Data for the task
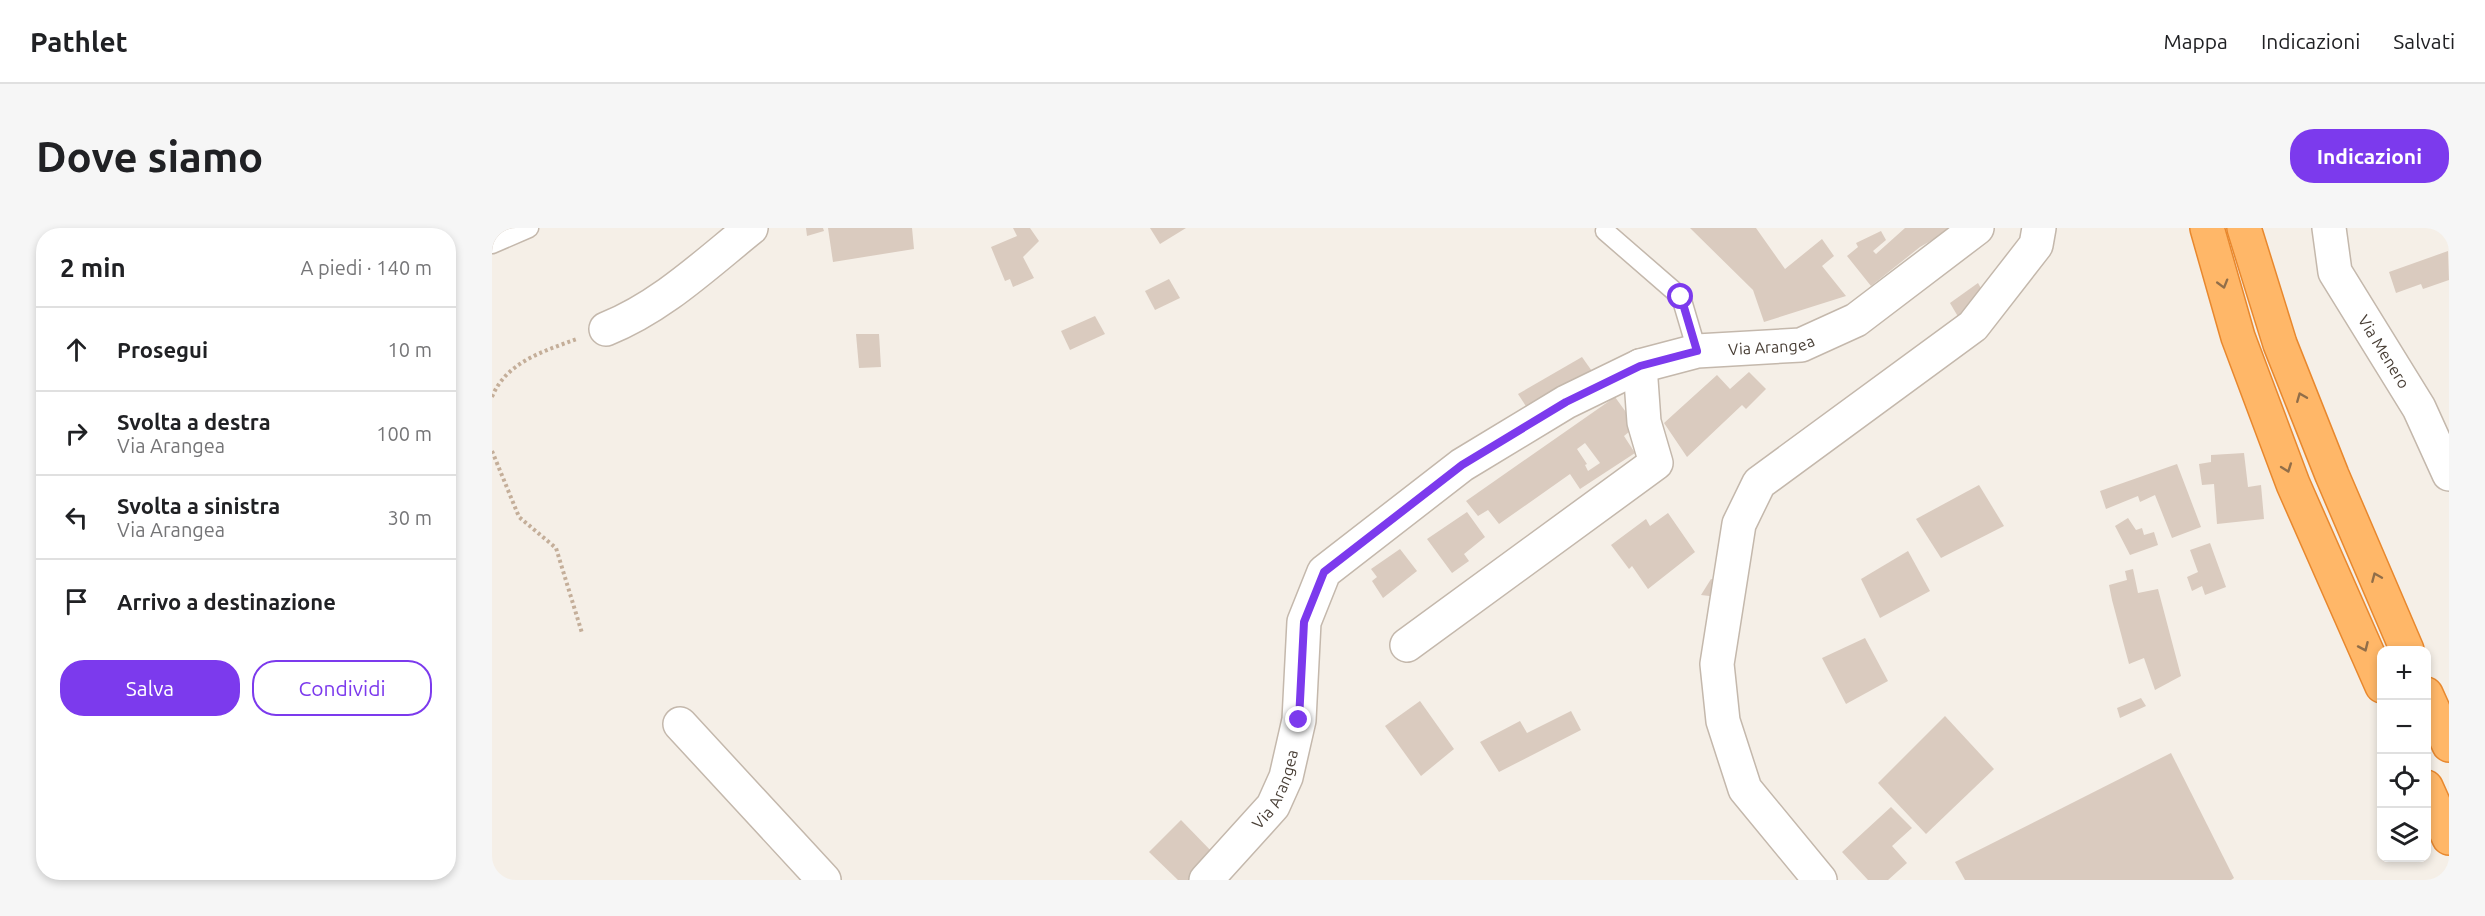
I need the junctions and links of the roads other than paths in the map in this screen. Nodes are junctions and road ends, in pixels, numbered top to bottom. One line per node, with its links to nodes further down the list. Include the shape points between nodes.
1 (529, 228): 9 (lane)
2 (751, 228): 10 (street, via 671,292 633,318)
3 (1977, 228): 11 (street, Via Arangea, via 1856,320 1801,345)
4 (2039, 228): 24 (street, via 2036,245 1973,326 1759,483 1740,524 1717,664 1723,721 1745,789)
5 (2207, 228): 16 (highway, one-way to 16, via 2238,337 2293,484)
6 (2244, 228): 15 (highway, one-way to 6, via 2284,355)
7 (2329, 228): 13 (street, Via Menero, via 2335,272 2419,408)
8 (1605, 231): 11 (lane, via 1681,297)
9 (492, 244)
10 (606, 329)
11 (1697, 351): 12 (street, Via Arangea)
12 (1640, 366): 14 (street, via 1644,422 1656,463); 23 (street, Via Arangea, via 1566,402 1462,465 1324,572 1304,622 1299,720 1286,777 1273,806)
13 (2449, 474)
14 (1407, 645)
15 (2405, 646)
16 (2377, 675)
17 (2430, 700): 19 (highway)
18 (680, 724): 22 (street)
19 (2449, 745)
20 (2431, 796): 21 (highway)
21 (2449, 838)
22 (824, 880)
23 (1206, 880)
24 (1820, 880)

Required work
Copy out every entry above, character for character, excluding pictures.

Written reply
I need the junctions and links of the roads other than paths in the map in this screen. Nodes are junctions and road ends, in pixels, numbered top to bottom. One line per node, with its links to nodes further down the list. Include the shape points between nodes.
1 (529, 228): 9 (lane)
2 (751, 228): 10 (street, via 671,292 633,318)
3 (1977, 228): 11 (street, Via Arangea, via 1856,320 1801,345)
4 (2039, 228): 24 (street, via 2036,245 1973,326 1759,483 1740,524 1717,664 1723,721 1745,789)
5 (2207, 228): 16 (highway, one-way to 16, via 2238,337 2293,484)
6 (2244, 228): 15 (highway, one-way to 6, via 2284,355)
7 (2329, 228): 13 (street, Via Menero, via 2335,272 2419,408)
8 (1605, 231): 11 (lane, via 1681,297)
9 (492, 244)
10 (606, 329)
11 (1697, 351): 12 (street, Via Arangea)
12 (1640, 366): 14 (street, via 1644,422 1656,463); 23 (street, Via Arangea, via 1566,402 1462,465 1324,572 1304,622 1299,720 1286,777 1273,806)
13 (2449, 474)
14 (1407, 645)
15 (2405, 646)
16 (2377, 675)
17 (2430, 700): 19 (highway)
18 (680, 724): 22 (street)
19 (2449, 745)
20 (2431, 796): 21 (highway)
21 (2449, 838)
22 (824, 880)
23 (1206, 880)
24 (1820, 880)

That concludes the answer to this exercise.